# WORK REQUIRED
The required output is all lines below that contain the word "Martín".
(Beginning of SOURCE DATA)
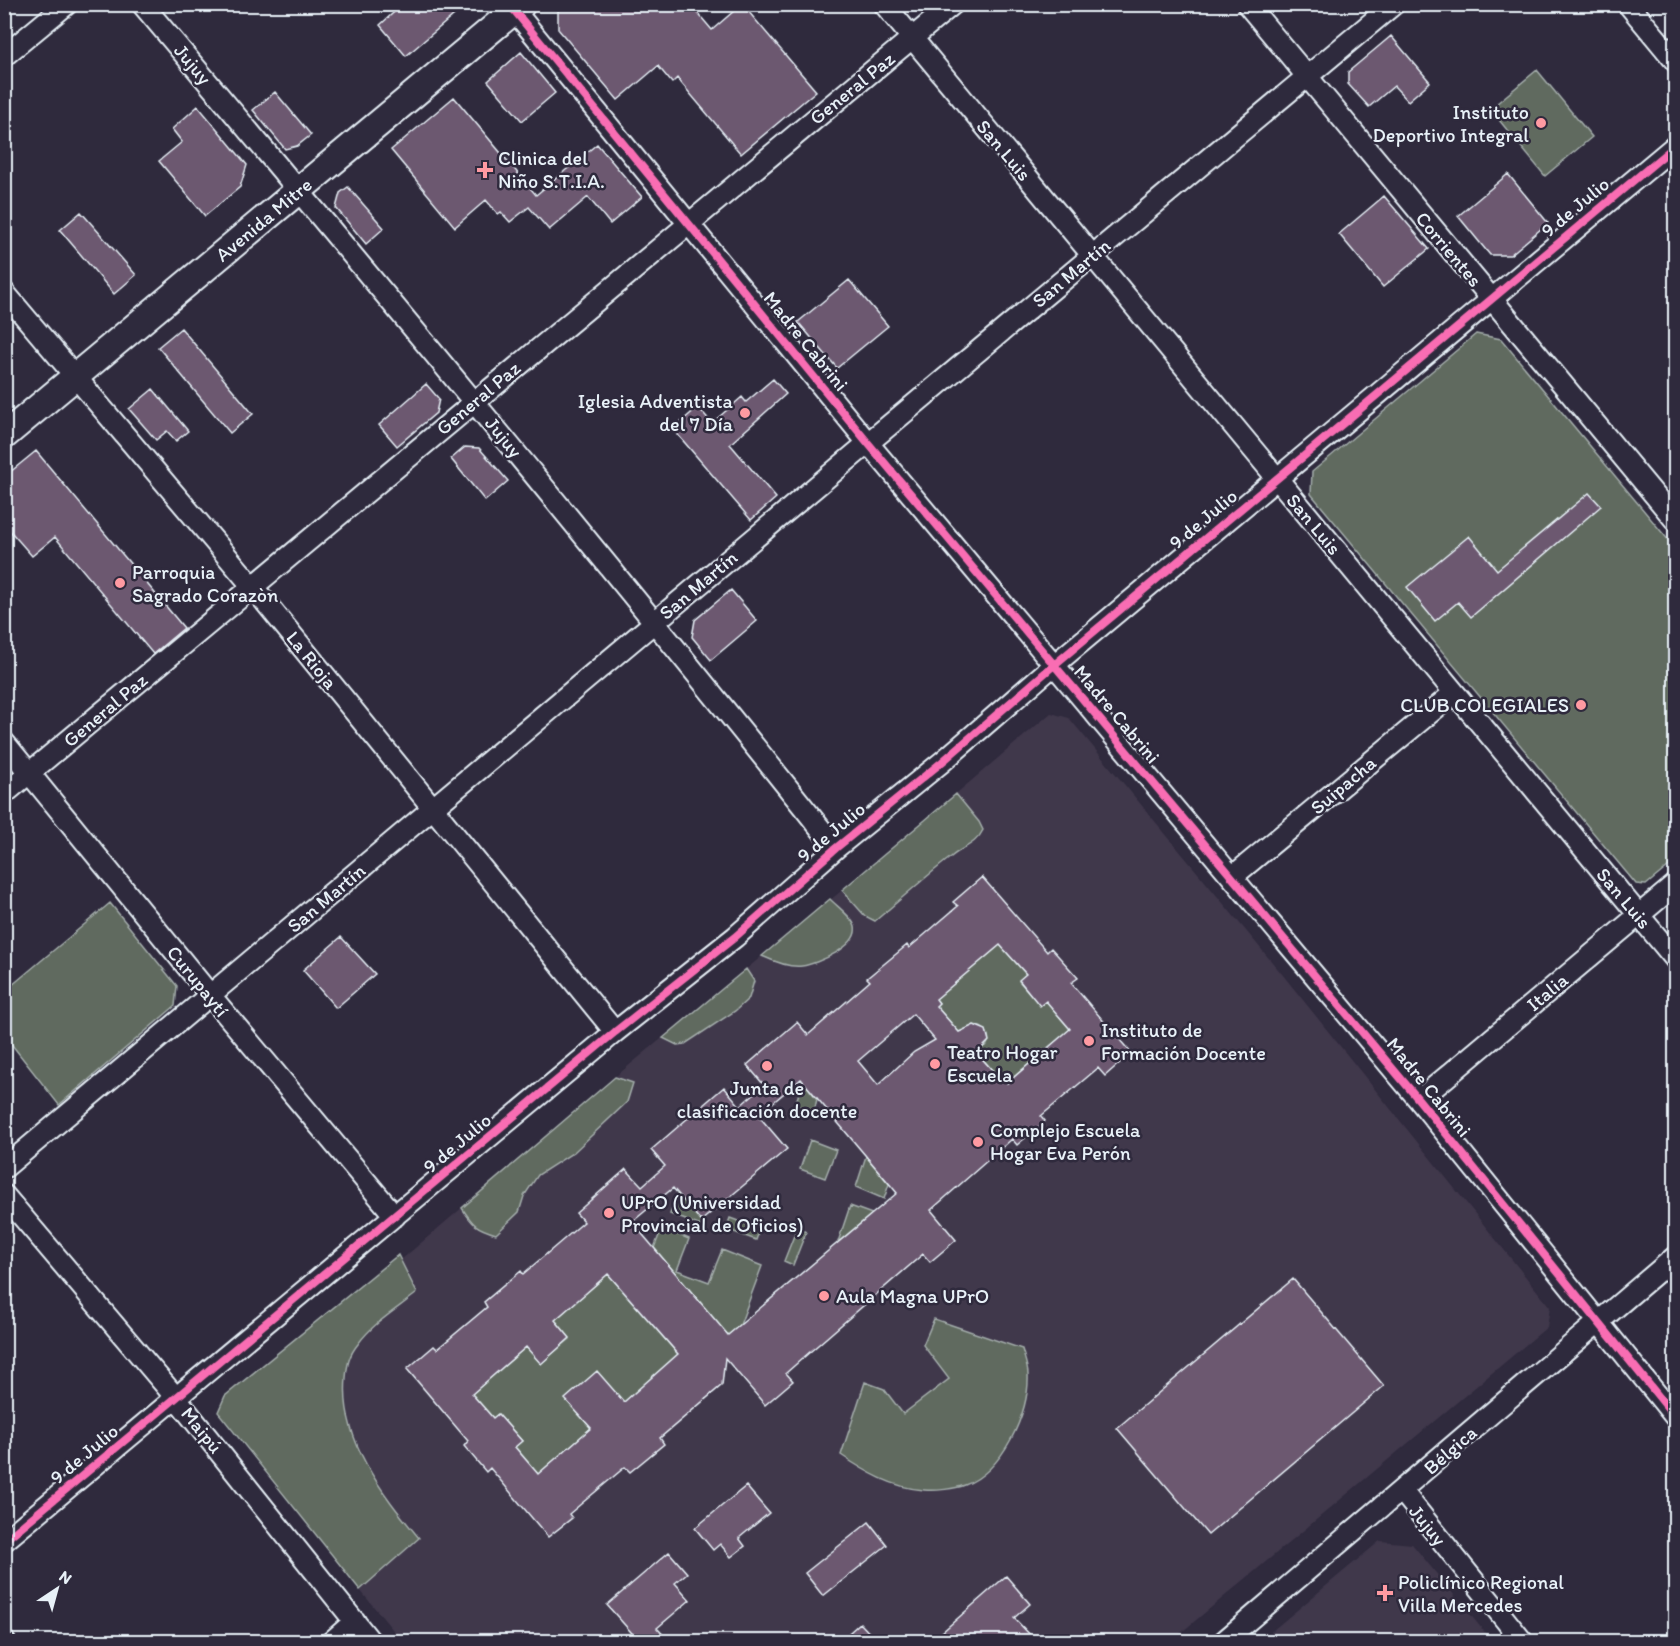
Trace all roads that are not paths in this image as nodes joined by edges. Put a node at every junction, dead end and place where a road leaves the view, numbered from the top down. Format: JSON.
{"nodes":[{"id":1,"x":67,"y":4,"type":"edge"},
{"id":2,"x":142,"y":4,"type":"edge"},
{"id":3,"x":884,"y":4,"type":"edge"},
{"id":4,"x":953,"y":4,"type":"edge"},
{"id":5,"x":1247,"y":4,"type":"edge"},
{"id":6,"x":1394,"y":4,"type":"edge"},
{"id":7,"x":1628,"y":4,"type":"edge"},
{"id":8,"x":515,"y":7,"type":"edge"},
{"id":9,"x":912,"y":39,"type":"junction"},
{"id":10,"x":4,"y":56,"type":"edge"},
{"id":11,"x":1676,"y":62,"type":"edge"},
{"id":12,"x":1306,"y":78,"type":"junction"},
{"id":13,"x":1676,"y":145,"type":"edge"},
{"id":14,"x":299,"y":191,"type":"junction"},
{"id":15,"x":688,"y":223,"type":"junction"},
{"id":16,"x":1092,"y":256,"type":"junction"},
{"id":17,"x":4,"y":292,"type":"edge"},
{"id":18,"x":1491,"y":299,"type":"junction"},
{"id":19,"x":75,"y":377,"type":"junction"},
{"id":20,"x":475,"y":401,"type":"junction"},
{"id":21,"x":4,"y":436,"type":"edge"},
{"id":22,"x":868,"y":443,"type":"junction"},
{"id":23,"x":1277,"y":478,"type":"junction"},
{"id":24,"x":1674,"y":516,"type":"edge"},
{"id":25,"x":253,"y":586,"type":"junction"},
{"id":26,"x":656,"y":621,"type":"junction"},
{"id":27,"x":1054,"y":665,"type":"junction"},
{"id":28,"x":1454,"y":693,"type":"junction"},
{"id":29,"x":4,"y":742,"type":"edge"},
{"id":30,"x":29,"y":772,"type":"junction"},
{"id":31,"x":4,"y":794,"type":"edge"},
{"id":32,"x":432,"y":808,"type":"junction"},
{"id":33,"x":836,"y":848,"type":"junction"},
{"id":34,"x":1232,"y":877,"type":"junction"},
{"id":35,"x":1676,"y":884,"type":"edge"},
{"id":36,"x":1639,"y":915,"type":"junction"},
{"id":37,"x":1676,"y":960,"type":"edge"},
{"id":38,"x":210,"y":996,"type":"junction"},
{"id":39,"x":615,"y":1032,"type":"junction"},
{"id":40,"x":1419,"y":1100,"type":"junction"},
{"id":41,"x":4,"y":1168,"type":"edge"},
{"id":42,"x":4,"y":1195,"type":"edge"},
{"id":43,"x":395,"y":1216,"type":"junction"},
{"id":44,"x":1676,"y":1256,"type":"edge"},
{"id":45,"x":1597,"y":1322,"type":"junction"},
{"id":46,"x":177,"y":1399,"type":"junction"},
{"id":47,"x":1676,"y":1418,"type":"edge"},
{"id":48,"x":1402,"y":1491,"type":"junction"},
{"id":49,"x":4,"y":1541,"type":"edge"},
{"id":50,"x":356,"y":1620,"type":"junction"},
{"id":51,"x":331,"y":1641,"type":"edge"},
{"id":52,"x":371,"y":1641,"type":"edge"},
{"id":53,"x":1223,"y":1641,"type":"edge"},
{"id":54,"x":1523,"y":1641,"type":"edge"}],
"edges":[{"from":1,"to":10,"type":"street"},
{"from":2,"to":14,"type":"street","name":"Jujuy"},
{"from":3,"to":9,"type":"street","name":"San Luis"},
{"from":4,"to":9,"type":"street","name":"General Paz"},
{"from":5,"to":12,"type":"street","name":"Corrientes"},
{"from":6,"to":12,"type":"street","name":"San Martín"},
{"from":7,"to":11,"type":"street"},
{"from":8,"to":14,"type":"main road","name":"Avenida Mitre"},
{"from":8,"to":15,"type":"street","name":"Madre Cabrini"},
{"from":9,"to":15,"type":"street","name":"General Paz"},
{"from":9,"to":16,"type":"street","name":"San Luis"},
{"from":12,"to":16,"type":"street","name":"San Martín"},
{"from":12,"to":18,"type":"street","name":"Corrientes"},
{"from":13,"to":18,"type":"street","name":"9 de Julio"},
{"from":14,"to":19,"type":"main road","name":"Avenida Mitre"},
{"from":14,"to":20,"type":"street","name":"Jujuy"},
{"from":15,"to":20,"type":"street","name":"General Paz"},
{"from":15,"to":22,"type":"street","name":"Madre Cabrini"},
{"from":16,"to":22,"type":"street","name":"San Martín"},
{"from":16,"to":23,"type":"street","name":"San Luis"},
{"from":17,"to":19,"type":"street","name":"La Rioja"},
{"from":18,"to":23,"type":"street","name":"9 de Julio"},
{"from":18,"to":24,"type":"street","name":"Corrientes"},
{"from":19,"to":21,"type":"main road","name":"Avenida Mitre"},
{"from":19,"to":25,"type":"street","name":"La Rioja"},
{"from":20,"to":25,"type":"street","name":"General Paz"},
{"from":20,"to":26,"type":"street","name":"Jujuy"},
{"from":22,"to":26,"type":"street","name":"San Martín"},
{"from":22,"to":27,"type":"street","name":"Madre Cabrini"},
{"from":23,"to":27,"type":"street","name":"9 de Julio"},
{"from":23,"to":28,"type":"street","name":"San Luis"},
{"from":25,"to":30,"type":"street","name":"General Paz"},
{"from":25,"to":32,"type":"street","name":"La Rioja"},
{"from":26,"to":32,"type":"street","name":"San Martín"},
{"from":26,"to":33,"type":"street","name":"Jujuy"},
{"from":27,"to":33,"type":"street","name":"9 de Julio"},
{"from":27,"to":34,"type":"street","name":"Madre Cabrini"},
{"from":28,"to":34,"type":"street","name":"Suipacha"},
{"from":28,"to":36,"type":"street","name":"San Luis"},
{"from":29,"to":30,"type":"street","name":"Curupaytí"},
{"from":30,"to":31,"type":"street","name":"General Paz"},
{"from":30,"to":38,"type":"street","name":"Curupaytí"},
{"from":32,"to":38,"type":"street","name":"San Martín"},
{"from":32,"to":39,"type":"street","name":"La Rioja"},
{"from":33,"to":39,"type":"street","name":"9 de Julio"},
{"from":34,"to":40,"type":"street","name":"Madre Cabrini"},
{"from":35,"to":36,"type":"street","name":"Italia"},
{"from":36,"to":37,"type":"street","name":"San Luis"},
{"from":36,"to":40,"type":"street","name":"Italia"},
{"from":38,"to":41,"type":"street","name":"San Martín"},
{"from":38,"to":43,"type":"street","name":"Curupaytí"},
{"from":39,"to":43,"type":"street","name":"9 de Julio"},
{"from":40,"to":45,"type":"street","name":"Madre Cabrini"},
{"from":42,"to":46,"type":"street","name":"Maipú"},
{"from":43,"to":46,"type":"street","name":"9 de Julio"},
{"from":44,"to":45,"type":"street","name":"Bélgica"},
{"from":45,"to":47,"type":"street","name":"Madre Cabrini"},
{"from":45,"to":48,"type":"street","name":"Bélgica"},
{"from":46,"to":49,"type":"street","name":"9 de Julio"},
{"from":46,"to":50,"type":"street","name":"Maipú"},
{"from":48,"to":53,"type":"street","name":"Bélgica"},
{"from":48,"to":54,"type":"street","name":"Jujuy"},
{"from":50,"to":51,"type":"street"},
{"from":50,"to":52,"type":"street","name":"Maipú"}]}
(End of SOURCE DATA)
(Beginning of SOURCE DATA)
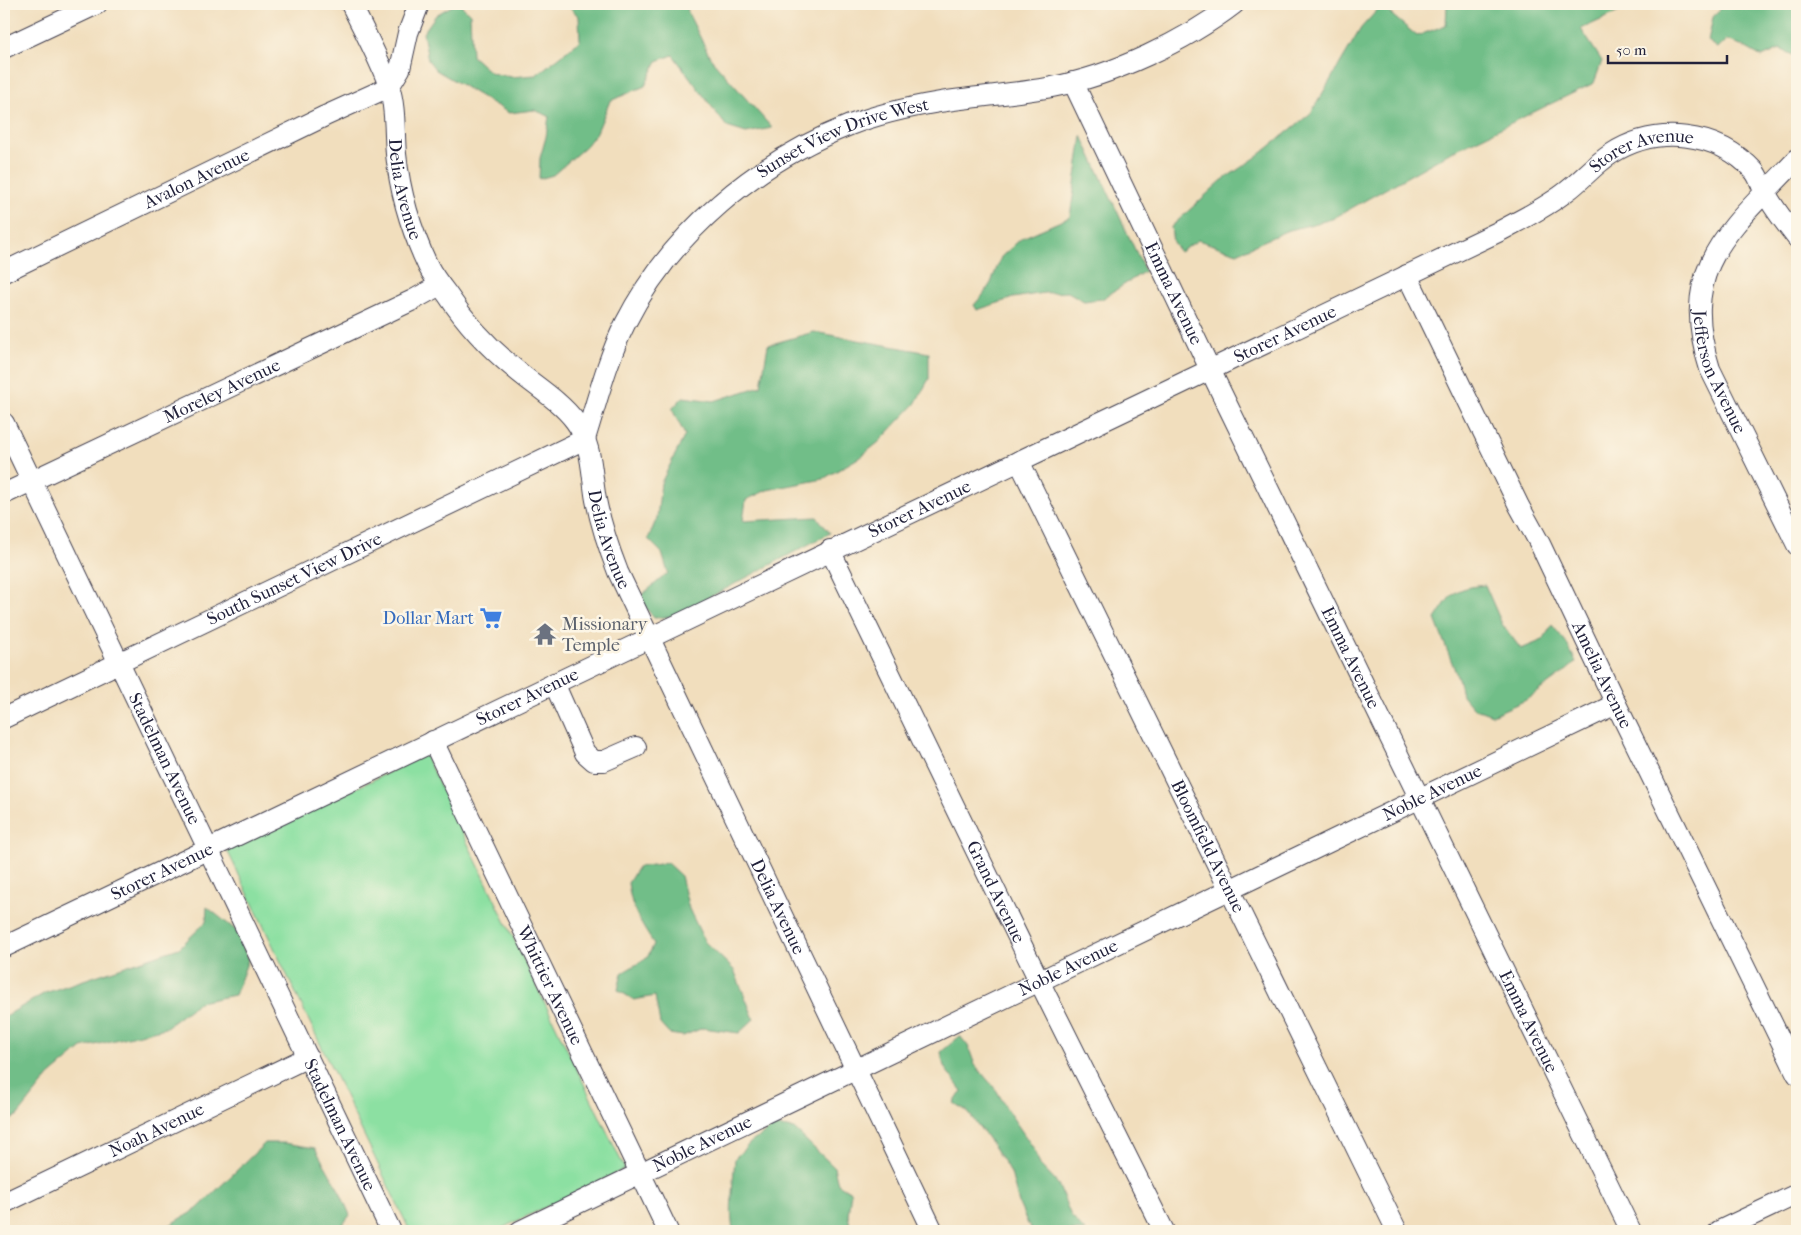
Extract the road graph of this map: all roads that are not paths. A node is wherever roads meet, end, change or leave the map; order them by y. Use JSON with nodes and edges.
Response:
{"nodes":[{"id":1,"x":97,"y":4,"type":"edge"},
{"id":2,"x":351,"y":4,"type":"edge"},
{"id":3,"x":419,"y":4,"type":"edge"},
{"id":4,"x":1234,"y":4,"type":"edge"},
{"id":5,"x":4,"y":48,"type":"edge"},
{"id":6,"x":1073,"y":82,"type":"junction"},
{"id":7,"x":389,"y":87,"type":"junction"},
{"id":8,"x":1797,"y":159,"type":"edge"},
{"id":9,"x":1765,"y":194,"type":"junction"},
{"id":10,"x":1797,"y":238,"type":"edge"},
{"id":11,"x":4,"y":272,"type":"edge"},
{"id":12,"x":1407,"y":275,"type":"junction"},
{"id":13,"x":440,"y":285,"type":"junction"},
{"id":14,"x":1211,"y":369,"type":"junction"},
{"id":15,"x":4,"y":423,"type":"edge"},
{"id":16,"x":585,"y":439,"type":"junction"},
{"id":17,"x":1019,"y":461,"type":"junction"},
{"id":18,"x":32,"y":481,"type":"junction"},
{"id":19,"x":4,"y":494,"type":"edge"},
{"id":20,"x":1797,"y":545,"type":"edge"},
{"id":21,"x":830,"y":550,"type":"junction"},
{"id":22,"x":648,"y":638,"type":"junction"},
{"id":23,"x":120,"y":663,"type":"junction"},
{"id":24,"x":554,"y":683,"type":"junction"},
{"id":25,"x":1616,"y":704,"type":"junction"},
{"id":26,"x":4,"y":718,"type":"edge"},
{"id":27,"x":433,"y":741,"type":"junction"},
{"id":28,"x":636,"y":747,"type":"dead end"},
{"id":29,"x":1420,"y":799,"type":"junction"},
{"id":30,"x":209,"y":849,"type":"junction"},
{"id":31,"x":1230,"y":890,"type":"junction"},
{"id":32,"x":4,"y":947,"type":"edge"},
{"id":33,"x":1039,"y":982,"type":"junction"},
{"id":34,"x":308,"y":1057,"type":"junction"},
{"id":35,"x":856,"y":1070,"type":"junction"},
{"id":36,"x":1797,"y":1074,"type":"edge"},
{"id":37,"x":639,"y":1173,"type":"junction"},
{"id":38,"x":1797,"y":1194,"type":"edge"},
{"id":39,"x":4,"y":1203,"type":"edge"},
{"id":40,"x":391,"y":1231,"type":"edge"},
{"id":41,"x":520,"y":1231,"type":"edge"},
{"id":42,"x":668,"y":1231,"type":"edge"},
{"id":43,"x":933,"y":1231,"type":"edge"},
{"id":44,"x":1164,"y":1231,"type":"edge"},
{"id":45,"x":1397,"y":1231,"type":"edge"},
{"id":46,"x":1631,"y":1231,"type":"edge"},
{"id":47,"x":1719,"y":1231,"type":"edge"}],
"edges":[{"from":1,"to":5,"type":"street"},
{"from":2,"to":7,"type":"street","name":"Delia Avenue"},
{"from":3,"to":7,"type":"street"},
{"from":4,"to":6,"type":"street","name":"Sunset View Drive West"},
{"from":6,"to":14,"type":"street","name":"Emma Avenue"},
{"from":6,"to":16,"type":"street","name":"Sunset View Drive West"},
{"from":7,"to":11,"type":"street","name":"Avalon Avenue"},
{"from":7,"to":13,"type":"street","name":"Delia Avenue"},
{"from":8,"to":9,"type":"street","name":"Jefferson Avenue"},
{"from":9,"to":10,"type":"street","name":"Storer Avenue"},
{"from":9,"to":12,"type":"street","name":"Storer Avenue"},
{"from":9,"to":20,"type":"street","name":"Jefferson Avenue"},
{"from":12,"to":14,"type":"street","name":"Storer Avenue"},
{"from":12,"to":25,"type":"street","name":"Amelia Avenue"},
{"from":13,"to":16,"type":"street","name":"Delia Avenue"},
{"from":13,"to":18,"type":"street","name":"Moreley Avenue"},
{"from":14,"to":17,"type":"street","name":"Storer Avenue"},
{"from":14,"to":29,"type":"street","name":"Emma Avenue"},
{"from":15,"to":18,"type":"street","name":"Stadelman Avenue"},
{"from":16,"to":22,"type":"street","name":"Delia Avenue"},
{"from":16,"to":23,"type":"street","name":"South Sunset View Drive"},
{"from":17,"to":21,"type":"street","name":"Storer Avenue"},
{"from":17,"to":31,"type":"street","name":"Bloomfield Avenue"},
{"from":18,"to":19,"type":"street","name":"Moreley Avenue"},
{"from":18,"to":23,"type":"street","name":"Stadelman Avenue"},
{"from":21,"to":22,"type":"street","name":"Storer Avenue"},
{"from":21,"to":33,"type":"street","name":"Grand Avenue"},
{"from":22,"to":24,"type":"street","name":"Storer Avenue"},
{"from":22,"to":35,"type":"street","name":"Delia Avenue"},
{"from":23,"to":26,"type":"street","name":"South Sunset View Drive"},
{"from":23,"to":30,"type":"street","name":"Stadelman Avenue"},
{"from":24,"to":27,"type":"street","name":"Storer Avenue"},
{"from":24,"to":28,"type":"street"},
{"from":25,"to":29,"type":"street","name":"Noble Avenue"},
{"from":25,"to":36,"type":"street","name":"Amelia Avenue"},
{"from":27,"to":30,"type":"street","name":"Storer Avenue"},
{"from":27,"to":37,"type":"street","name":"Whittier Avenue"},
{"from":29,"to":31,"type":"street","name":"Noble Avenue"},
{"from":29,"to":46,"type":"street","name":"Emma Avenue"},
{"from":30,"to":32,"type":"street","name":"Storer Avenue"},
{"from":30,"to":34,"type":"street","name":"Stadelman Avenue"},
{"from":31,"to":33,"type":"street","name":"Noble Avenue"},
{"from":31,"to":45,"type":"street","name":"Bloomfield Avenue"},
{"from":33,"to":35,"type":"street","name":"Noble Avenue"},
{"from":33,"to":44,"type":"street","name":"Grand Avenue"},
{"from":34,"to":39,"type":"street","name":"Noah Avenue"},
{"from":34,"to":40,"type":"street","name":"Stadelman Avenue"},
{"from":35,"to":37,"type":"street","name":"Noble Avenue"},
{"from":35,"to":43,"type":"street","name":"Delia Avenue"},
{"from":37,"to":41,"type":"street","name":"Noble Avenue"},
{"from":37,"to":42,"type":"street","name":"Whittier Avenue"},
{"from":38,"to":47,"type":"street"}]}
(End of SOURCE DATA)
# EXERCISE SOLUTION
{"from":6,"to":12,"type":"street","name":"San Martín"},
{"from":12,"to":16,"type":"street","name":"San Martín"},
{"from":16,"to":22,"type":"street","name":"San Martín"},
{"from":22,"to":26,"type":"street","name":"San Martín"},
{"from":26,"to":32,"type":"street","name":"San Martín"},
{"from":32,"to":38,"type":"street","name":"San Martín"},
{"from":38,"to":41,"type":"street","name":"San Martín"},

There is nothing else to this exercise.